About this exercise:
Only one number is expected here, namely how many lines of the entries below hold the string "Left".

Dataset:
==============================

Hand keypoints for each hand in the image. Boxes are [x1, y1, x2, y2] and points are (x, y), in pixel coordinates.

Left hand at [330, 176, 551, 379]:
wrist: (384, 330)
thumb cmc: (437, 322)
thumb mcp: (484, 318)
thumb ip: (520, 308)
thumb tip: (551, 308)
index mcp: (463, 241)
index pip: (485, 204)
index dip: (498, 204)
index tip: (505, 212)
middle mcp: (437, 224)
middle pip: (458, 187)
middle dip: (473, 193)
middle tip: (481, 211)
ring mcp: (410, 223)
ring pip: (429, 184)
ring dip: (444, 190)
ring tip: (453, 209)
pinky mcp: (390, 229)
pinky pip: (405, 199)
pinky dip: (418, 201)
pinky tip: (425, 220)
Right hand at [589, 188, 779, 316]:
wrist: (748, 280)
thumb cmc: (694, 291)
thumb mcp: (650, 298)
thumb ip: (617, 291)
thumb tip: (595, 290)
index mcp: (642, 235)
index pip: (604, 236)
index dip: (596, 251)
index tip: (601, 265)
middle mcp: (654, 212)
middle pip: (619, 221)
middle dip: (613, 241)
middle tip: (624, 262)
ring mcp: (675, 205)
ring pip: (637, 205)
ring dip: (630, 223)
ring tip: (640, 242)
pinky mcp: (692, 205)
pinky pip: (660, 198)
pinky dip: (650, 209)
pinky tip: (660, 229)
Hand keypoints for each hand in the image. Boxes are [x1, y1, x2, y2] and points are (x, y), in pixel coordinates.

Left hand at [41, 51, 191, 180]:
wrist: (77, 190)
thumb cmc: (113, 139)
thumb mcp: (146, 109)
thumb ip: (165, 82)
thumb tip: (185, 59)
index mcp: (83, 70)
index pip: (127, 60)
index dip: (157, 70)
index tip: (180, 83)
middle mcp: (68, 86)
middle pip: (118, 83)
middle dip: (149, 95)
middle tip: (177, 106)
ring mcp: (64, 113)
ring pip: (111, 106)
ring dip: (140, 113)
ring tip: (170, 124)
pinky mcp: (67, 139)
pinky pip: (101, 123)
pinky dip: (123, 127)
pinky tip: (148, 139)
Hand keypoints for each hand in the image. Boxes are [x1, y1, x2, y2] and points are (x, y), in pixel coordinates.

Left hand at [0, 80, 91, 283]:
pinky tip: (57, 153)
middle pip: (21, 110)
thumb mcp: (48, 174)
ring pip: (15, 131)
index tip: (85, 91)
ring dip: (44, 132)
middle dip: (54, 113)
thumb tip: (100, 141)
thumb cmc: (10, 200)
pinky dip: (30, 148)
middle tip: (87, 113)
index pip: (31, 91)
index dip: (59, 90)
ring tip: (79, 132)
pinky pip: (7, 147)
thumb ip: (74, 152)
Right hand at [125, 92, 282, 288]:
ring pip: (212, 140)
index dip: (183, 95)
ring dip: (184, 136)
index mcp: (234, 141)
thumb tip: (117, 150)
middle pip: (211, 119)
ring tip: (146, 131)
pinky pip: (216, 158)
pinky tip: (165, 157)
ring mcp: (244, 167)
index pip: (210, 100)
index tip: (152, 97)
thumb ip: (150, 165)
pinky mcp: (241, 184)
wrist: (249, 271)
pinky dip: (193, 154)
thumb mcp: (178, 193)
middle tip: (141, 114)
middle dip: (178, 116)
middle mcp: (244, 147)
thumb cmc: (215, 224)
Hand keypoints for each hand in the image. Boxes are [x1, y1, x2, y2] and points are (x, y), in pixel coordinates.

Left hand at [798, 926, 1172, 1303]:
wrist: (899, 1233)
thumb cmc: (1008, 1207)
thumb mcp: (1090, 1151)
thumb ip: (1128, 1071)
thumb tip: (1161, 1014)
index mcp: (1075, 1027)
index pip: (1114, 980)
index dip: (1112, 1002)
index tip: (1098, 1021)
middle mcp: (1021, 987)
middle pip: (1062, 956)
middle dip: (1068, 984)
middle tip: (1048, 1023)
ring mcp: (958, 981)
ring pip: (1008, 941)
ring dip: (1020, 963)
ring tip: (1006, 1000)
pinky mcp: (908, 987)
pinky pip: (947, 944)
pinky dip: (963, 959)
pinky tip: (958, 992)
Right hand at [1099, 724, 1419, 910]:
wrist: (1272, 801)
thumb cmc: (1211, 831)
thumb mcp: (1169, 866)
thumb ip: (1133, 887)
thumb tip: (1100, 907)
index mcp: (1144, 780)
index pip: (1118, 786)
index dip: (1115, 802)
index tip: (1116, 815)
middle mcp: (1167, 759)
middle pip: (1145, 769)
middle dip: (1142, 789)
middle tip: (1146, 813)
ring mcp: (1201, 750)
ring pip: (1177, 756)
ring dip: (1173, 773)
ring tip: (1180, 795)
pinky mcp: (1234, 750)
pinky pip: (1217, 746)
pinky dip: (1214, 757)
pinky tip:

==============================

Result of this exercise:
4